- INSTRUCTIONS TO FOLLOW
Among the lines below, list those containing the string "Barbara".

*** EXTRACTED RECORDS ***

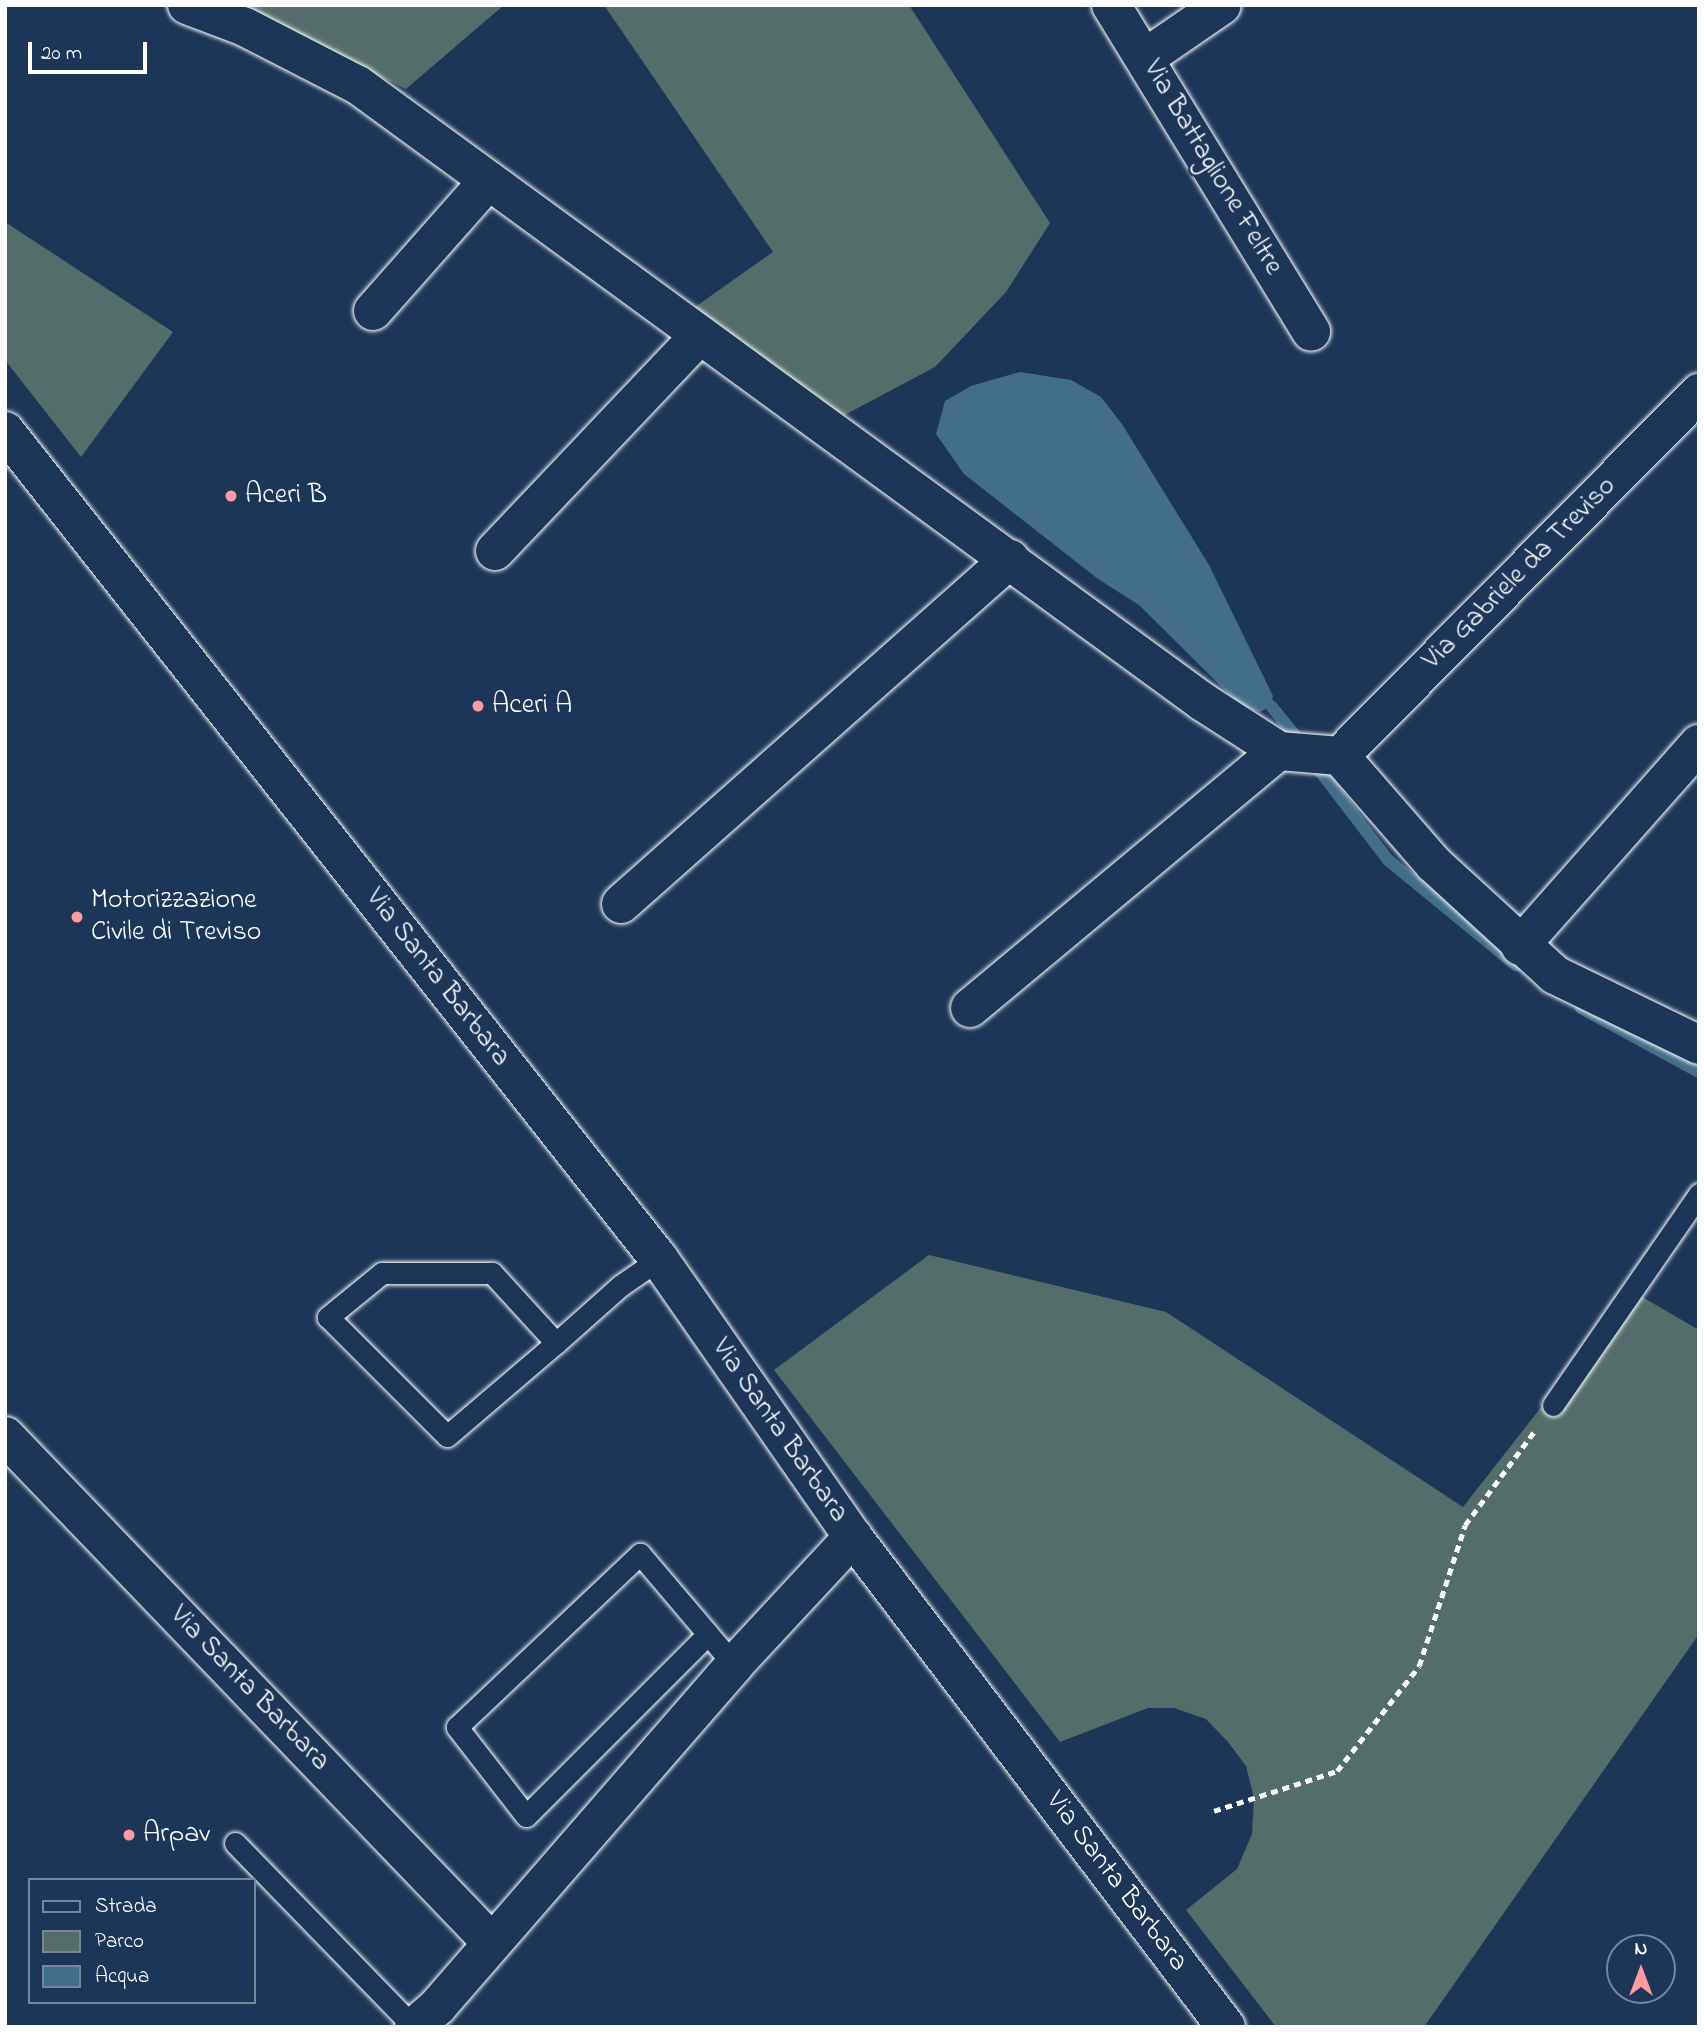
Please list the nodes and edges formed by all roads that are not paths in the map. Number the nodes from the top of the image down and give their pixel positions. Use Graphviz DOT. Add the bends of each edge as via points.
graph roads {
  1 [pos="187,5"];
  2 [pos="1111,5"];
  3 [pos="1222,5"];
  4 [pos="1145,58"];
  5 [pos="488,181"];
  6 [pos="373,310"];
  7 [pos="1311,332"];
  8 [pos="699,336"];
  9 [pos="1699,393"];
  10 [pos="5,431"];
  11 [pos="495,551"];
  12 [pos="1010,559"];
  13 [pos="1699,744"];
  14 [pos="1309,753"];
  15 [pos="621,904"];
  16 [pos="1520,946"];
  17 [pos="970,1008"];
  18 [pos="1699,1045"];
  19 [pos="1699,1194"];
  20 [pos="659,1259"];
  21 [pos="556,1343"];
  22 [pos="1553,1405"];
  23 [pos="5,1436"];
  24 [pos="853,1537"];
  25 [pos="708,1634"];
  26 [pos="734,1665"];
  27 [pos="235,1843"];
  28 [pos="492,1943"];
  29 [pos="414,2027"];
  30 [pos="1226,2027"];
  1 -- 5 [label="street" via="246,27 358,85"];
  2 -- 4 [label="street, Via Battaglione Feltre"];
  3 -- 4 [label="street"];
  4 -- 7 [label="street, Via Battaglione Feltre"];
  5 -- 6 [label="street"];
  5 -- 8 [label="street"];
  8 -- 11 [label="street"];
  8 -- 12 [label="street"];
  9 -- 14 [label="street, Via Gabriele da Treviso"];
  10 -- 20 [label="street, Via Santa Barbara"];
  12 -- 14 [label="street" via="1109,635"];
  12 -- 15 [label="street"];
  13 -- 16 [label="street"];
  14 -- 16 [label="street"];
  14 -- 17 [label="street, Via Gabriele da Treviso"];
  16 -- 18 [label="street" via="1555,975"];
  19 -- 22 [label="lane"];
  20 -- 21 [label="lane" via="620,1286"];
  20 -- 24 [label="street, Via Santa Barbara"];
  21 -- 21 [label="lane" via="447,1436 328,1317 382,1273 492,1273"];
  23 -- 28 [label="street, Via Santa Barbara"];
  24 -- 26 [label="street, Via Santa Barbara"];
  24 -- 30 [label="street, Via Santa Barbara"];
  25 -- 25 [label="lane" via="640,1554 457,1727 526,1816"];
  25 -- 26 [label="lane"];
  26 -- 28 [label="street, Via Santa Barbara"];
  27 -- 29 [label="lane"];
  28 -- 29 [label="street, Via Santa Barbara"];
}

*** End of EXTRACTED RECORDS ***

- TASK ANSWER
  10 -- 20 [label="street, Via Santa Barbara"];
  20 -- 24 [label="street, Via Santa Barbara"];
  23 -- 28 [label="street, Via Santa Barbara"];
  24 -- 26 [label="street, Via Santa Barbara"];
  24 -- 30 [label="street, Via Santa Barbara"];
  26 -- 28 [label="street, Via Santa Barbara"];
  28 -- 29 [label="street, Via Santa Barbara"];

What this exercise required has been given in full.